- **WHAT THE TASK ASKS**: In the listing below, find each line that holds the string "נאווה" and copy it.

*** Opening TASK DATA ***

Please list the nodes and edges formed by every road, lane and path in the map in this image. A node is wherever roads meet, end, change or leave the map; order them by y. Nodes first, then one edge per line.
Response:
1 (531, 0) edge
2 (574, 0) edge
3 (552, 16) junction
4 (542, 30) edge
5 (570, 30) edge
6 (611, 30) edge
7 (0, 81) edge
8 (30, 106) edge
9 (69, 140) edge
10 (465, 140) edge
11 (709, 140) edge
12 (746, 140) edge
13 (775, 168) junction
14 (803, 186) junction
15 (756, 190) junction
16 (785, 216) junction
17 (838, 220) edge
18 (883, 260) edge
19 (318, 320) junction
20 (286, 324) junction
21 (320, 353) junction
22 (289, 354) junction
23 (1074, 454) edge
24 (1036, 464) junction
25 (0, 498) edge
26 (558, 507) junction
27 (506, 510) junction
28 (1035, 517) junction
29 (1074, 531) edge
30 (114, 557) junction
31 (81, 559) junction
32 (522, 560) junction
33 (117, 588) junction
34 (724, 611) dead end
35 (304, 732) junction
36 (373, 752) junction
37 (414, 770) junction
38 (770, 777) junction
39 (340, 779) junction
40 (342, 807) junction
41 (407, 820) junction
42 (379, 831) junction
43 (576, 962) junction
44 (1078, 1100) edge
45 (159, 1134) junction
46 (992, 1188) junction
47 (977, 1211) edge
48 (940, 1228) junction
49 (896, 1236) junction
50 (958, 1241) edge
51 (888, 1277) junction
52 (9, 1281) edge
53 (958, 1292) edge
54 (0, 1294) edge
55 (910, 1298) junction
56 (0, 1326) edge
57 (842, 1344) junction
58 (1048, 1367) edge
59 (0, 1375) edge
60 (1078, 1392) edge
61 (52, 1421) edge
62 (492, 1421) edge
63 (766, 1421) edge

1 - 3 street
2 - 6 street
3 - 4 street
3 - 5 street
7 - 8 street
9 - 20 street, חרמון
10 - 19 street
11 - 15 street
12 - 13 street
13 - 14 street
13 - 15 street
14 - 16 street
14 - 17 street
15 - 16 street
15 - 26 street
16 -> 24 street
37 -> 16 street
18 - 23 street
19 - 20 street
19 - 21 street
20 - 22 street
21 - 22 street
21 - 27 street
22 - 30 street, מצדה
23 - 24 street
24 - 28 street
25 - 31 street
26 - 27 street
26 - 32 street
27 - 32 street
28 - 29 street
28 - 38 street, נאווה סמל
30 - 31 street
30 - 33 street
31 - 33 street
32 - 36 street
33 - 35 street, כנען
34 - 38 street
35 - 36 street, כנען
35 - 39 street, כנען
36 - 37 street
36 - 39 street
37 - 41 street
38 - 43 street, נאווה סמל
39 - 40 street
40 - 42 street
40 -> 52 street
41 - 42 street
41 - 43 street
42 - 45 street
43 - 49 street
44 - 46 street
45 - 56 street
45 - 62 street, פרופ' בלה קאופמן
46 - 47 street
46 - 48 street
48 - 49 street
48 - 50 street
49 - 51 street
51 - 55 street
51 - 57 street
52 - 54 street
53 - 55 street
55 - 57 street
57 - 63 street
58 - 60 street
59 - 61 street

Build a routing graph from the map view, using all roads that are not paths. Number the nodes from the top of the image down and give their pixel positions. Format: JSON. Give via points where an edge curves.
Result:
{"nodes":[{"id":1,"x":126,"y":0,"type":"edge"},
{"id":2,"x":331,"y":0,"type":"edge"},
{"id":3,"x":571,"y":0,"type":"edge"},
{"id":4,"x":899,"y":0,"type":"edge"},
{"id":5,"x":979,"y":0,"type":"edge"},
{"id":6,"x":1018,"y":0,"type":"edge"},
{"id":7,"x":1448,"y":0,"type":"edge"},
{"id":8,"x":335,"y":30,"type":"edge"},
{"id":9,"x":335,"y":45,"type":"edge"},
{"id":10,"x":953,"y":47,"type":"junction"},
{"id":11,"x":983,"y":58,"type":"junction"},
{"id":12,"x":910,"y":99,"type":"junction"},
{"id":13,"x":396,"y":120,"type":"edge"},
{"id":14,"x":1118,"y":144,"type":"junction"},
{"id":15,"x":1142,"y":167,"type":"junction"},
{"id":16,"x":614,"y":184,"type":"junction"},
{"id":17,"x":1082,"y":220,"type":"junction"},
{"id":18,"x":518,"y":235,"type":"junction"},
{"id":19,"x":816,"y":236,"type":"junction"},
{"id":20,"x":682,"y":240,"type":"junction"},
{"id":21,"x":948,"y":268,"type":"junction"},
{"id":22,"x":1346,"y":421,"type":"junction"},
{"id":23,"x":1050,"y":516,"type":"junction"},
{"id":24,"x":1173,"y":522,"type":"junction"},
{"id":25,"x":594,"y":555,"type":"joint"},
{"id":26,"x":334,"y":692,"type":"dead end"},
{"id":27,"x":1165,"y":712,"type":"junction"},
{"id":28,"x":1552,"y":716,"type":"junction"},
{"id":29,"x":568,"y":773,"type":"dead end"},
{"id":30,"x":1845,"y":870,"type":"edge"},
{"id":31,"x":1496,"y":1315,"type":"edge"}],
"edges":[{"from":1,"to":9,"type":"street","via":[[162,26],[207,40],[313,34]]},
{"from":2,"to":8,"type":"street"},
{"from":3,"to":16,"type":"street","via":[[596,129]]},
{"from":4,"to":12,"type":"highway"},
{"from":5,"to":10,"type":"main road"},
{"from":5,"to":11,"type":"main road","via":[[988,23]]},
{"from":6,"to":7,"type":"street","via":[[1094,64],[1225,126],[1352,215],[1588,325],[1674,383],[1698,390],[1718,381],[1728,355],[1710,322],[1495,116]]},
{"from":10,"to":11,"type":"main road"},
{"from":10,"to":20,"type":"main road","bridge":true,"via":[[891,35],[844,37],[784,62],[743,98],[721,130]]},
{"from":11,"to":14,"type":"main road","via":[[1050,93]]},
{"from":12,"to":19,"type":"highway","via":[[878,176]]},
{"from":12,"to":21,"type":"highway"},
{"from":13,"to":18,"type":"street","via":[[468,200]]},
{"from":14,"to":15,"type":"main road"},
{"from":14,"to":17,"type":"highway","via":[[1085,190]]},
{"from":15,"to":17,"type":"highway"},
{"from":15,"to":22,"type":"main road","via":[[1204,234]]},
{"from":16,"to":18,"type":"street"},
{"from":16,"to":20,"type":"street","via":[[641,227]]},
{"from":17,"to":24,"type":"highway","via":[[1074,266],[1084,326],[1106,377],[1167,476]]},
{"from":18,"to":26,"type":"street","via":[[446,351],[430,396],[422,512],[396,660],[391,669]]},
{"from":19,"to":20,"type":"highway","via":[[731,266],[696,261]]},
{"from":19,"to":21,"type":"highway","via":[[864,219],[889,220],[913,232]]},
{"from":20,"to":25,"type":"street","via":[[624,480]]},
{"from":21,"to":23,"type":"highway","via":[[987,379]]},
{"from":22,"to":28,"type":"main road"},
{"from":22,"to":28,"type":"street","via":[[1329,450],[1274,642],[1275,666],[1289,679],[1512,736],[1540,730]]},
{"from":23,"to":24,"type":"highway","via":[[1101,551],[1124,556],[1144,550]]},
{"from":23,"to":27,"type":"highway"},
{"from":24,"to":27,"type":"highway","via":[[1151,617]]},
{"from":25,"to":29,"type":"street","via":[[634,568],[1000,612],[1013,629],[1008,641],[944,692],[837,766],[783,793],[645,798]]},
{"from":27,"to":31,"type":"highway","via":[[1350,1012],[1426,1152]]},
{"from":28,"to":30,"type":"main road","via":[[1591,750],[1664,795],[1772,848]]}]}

*** Closing TASK DATA ***

- **TASK RESULT**:
28 - 38 street, נאווה סמל
38 - 43 street, נאווה סמל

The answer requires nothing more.